Tuesday, January 27, 2015

Greenwell v. Auto-Owners Ins. Co. (Cal. Ct. App. - Jan. 27, 2015)

In my two decades of being a law professor, I've graded more than a couple of civil procedure exams in which the essay was about personal jurisdiction.  Like, literally, thousands.

Justice Robie begins this opinion by noting that the stuff we do in law school isn't necessarily all that far off from what happens in the real world. He says:

"This case goes to show that sometimes life can be like an essay question on a law school exam. Here, a California resident owned an apartment building in Arkansas that was insured by a Michigan insurance company under a policy the owner obtained through an insurance agent in Arkansas. That policy included commercial property coverage for the Arkansas apartment building and commercial general liability coverage for the owner’s property ownership business, which he operated from California. Other than writing this policy, the insurer did no business in California.

Both the commercial property coverage and the commercial general liability coverage in the policy covered some risks, losses, or damages that could have arisen in California, but the dispute at issue here arose out of two fires that damaged the building in Arkansas. Initially, the insurer agreed to treat the two fires as separate losses but later reversed its position and took the position that both incidents were subject to only a single policy limit payment. As a result, the owner sued the insurer in a California state court for breach of contract and bad faith.

Here is the question: Under the foregoing circumstances, did the insurer have sufficient minimum contacts with California to allow the state court to exercise personal jurisdiction over the company in this action?"

That's a darn good hypothetical.  And the Court of Appeal answers:  "No."

Justice Robie's opinion is very cogent.  I'd be exceptionally psyched if I saw something like this submitted by a student in a law school exam.

Admittedly, Justice Robie (and his chambers) got to read briefs on the issue, and then had much longer to pen an answer than in your normal law school in-class (or even take-home) exam.

But, still, it's very good.

Of course, even very good things aren't perfect.  If a student submitted this as their essay answer, I might give 'em a couple of tiny suggestions.  For example, the opinion plods along in places, and could probably be five pages shorter without any loss of substantive content.  Another minor point:  on pages five and six, the author forgets that the Due Process Clause should be capitalized.

But substantively, the opinion reads well, and correctly focuses on the "nexus" requirement for specific personal jurisdiction:  The cause of action has to arise out of the defendant's contacts with the forum state.  That's the weak part of plaintiff's claim, and why the Court of Appeal holds that it ultimately fails.  Yeah, the defendant did business in California.  But the cause of action "really" arose out from acts in Arkansas, not California.

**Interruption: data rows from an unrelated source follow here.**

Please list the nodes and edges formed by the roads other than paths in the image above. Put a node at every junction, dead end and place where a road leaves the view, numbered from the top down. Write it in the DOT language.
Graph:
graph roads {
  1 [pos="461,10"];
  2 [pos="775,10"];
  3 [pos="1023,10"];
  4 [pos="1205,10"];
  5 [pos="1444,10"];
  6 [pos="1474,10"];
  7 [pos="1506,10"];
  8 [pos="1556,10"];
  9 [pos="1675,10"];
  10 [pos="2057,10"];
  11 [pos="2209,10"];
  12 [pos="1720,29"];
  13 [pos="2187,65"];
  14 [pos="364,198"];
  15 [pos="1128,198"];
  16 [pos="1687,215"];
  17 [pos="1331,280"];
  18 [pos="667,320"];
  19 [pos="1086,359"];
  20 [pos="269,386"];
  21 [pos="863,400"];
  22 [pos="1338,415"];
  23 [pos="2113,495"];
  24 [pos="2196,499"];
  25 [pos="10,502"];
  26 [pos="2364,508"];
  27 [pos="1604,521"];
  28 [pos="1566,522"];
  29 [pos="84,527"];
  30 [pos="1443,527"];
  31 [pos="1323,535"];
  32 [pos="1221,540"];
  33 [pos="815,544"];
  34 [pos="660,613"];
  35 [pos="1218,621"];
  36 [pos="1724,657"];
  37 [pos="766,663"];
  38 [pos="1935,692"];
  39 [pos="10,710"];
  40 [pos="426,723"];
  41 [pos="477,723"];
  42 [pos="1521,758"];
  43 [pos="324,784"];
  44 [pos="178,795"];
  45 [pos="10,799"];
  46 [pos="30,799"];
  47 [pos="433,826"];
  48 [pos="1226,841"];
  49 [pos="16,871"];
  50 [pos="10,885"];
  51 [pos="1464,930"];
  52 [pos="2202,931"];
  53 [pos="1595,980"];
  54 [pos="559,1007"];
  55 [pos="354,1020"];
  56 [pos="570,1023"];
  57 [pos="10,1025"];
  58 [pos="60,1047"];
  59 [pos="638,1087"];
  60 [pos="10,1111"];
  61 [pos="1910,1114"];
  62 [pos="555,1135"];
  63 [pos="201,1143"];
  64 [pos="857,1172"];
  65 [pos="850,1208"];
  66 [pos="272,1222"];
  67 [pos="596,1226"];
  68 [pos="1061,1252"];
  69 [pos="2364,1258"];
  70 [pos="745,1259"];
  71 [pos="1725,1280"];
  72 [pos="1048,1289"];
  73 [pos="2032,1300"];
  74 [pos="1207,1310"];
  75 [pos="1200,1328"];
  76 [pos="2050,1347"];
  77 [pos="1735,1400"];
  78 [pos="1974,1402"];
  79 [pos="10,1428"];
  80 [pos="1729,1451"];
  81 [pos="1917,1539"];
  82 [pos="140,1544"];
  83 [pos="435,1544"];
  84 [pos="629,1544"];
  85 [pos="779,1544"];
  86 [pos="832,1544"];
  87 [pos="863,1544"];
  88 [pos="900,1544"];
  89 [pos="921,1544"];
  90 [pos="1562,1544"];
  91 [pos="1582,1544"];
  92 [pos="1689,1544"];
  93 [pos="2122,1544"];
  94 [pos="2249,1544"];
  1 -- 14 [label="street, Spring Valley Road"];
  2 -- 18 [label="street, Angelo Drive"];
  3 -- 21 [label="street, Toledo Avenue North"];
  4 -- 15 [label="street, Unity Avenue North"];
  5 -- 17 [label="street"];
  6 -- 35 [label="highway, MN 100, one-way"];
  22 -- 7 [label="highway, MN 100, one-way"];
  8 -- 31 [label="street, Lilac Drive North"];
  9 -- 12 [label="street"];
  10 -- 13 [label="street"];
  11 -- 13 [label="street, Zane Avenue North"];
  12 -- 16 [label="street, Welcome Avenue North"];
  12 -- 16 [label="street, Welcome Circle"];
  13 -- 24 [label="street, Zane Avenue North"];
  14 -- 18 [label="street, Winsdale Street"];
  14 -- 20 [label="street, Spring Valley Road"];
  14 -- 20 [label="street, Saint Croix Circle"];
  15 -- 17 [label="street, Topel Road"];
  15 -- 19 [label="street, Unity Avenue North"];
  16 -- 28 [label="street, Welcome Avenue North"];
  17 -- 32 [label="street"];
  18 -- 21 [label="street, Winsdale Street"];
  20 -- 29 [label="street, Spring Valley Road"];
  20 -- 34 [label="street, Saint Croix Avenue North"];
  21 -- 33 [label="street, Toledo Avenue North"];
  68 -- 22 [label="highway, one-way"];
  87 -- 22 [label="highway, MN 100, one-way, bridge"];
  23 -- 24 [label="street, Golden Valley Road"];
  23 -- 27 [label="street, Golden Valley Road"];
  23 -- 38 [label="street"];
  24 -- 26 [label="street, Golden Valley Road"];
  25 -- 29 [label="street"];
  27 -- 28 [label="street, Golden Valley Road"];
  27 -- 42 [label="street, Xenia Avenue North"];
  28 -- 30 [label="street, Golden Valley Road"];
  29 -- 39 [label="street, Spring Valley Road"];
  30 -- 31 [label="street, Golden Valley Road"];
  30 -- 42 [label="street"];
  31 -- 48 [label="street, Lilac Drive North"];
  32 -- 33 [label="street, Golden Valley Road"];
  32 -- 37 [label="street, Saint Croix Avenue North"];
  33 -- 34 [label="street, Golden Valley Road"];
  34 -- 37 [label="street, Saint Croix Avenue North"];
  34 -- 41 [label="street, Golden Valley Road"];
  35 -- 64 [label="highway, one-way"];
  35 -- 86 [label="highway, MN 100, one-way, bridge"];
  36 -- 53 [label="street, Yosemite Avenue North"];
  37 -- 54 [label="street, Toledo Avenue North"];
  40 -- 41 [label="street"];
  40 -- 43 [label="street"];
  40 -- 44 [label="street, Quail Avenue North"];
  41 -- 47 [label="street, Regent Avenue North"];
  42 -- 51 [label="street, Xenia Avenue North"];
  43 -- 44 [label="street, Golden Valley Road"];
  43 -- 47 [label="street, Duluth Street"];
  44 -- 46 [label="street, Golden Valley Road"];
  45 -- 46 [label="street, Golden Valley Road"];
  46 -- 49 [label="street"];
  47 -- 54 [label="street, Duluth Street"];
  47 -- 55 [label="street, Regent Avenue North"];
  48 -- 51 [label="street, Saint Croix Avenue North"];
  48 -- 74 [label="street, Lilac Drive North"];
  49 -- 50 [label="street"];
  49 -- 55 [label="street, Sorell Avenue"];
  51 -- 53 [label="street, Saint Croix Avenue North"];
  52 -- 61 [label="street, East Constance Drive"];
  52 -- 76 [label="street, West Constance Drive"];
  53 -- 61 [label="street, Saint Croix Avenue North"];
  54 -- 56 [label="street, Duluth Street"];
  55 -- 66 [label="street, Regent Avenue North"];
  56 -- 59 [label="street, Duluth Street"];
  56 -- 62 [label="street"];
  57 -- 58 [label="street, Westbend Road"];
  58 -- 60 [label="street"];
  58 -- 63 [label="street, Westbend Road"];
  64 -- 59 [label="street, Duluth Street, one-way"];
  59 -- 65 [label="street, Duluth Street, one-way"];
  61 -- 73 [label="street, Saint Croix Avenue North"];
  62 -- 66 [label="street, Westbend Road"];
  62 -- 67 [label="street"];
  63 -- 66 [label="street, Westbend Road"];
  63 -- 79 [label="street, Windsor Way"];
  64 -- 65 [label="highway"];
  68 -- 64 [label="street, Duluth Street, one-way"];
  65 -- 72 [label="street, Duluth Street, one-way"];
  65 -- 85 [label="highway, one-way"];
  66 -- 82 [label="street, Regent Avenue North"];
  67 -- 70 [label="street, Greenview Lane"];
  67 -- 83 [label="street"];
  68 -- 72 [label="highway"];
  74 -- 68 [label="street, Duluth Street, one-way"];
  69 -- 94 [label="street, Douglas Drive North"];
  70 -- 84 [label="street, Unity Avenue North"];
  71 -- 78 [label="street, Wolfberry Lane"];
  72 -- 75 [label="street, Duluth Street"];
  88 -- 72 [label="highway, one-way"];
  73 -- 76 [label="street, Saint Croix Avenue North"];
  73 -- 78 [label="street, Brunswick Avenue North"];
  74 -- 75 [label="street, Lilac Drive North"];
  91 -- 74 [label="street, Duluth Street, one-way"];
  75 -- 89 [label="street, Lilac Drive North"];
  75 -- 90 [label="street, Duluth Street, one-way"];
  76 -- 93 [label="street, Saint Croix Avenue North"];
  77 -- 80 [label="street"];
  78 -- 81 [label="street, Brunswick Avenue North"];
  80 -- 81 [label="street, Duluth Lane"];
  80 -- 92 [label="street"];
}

The only substantive part of the answer that I thought was relatively weak was the claim that the fact that the witnesses were mostly in Arkansas reaffirmed the lack of nexus.  The location of the witnesses is indeed a fact that's relevant to personal jurisdiction.  But only to the "fairness" prong, not the existence (or lack thereof) of minimum contacts in the first place.  Even if all of the witnesses to the Arkansas fire were in California -- e.g., viewing the thing on closed-circuit television -- and all of the debris transported here, the answer would be the same.  Witnesses are relevant to prong three, not prong two.

Apart from these minor changes, though, I'd have told my student that it was an outstanding answer.  They'd definitely get an A.

Probably even make law review.

POSTSCRIPT - Extraordinarily reliable sources tell me (and I've confirmed) that the California Style Manual says to capitalize things like "Constitution," "Bill of Rights," "Social Security," basically every statute known to man (e.g., the Civil Mediation Act and Usury Law), but, apparently, not the Due Process Clause.  I'll leave my normative comments about this scheme to myself.  But now I might have to bump Justice Robie's grade up a bit.  'Cause when you know something your professor doesn't; well, seems to me that's the definition of an A+.